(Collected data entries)
• • • •
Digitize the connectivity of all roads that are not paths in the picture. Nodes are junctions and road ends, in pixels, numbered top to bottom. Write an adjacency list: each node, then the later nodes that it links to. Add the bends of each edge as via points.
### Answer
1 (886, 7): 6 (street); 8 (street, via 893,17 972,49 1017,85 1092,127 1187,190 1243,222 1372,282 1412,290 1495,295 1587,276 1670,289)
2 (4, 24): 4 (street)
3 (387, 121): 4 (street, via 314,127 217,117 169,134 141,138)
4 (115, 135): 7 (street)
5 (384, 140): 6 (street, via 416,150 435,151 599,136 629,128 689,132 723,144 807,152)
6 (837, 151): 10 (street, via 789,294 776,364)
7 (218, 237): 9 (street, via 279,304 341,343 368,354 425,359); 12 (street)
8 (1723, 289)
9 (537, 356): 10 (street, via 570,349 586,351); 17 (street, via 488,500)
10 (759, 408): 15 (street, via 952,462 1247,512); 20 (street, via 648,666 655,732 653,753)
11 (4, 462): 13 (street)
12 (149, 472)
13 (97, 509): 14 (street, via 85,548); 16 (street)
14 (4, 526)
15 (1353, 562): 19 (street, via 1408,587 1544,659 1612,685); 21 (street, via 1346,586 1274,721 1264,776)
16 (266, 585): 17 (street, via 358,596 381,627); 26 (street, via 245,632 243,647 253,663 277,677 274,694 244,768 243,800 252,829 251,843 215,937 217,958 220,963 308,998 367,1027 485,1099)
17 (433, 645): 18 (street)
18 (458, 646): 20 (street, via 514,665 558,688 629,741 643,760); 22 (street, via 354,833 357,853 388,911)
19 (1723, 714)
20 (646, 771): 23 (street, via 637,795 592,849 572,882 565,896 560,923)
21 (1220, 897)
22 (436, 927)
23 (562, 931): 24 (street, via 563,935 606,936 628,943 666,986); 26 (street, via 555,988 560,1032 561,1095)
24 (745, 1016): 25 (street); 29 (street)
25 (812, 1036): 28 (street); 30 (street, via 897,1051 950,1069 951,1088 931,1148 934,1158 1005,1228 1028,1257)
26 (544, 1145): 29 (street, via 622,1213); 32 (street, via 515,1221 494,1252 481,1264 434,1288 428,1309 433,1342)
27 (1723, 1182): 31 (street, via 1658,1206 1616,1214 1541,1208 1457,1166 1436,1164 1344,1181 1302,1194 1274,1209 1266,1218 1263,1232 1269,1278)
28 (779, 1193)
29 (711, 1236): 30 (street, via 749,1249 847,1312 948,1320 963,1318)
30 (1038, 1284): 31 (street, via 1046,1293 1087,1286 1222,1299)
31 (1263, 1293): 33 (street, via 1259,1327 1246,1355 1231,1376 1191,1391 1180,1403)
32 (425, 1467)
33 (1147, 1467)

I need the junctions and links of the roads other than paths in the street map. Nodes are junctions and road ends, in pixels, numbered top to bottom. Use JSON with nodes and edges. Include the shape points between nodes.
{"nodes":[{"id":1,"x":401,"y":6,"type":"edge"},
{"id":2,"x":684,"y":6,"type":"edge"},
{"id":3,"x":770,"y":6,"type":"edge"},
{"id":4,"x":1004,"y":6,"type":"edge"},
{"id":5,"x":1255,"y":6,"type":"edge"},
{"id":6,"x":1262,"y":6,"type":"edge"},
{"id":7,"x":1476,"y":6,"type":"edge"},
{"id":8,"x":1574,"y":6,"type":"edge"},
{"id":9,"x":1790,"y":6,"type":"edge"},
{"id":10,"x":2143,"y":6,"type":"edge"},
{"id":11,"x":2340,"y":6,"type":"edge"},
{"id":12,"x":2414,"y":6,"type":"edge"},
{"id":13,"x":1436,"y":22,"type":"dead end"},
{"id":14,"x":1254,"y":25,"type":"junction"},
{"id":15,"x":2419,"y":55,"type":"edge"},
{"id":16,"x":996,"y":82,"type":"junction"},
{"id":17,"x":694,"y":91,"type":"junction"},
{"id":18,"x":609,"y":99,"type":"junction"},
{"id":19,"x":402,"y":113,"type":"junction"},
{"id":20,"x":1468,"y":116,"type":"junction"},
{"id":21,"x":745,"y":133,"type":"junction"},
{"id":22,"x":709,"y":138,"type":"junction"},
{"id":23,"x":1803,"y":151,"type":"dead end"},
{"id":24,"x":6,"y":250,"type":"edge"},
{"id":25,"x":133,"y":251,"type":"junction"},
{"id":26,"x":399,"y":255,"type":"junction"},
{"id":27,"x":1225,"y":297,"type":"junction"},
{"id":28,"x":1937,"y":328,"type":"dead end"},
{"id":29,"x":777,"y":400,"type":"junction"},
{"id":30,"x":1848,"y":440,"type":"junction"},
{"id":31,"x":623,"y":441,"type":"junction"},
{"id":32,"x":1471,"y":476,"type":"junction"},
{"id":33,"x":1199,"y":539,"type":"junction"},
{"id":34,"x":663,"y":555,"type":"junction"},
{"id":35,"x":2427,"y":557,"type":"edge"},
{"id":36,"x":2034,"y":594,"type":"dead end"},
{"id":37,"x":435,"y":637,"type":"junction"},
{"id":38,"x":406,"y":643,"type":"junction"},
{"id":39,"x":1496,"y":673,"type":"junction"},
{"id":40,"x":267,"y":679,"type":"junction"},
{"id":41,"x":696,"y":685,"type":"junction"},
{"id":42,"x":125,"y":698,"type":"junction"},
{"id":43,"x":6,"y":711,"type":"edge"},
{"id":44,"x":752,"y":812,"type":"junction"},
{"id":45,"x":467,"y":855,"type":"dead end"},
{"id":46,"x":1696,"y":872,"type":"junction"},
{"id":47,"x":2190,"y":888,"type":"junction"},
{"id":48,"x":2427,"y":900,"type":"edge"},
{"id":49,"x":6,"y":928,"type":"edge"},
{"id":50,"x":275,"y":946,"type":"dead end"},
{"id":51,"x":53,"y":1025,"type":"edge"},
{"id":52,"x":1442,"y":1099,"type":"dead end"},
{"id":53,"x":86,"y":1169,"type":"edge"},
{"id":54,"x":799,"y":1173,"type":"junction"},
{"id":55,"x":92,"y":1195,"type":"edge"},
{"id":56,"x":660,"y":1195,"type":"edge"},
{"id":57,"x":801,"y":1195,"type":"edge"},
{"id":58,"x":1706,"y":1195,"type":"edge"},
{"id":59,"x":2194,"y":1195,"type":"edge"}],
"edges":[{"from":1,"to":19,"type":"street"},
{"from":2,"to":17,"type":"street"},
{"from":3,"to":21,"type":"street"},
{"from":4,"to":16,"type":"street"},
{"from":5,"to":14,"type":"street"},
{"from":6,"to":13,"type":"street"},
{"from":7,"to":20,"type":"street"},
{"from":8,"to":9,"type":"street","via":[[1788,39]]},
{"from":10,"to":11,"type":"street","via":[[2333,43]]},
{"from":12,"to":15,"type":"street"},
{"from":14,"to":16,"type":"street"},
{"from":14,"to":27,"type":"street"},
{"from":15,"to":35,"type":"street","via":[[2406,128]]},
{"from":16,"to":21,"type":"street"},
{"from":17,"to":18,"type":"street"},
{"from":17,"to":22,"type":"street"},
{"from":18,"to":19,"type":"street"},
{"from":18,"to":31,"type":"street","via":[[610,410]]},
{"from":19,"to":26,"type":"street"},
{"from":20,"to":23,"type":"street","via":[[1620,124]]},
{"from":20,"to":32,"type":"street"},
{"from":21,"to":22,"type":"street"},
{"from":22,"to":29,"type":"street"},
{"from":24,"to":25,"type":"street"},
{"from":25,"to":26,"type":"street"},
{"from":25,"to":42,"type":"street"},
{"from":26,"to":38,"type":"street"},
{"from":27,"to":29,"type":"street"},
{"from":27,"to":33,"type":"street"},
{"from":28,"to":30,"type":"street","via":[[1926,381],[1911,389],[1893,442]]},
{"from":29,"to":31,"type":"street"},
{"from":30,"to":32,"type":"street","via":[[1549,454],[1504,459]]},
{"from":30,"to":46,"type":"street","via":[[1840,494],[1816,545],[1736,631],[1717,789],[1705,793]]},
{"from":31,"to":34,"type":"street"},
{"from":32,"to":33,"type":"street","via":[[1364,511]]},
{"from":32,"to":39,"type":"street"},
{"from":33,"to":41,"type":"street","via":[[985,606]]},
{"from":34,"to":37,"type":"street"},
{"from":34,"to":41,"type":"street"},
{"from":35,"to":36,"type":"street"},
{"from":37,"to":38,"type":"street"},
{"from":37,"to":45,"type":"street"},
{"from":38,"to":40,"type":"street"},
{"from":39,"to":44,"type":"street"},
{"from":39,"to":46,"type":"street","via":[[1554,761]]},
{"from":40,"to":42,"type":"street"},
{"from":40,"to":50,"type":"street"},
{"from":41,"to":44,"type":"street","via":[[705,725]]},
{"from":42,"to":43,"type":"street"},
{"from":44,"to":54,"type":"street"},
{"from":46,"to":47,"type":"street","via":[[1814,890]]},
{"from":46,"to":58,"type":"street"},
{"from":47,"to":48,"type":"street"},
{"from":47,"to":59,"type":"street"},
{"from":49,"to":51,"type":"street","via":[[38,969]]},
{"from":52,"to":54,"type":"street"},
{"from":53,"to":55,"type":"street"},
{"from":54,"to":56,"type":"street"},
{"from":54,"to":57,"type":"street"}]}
• • • •
▶ [Exercise]: Which of the lines above include the string "pixels"? Pick them out and copy them.

▶ [Output of the task]:
Digitize the connectivity of all roads that are not paths in the picture. Nodes are junctions and road ends, in pixels, numbered top to bottom. Write an adjacency list: each node, then the later nodes that it links to. Add the bends of each edge as via points.
I need the junctions and links of the roads other than paths in the street map. Nodes are junctions and road ends, in pixels, numbered top to bottom. Use JSON with nodes and edges. Include the shape points between nodes.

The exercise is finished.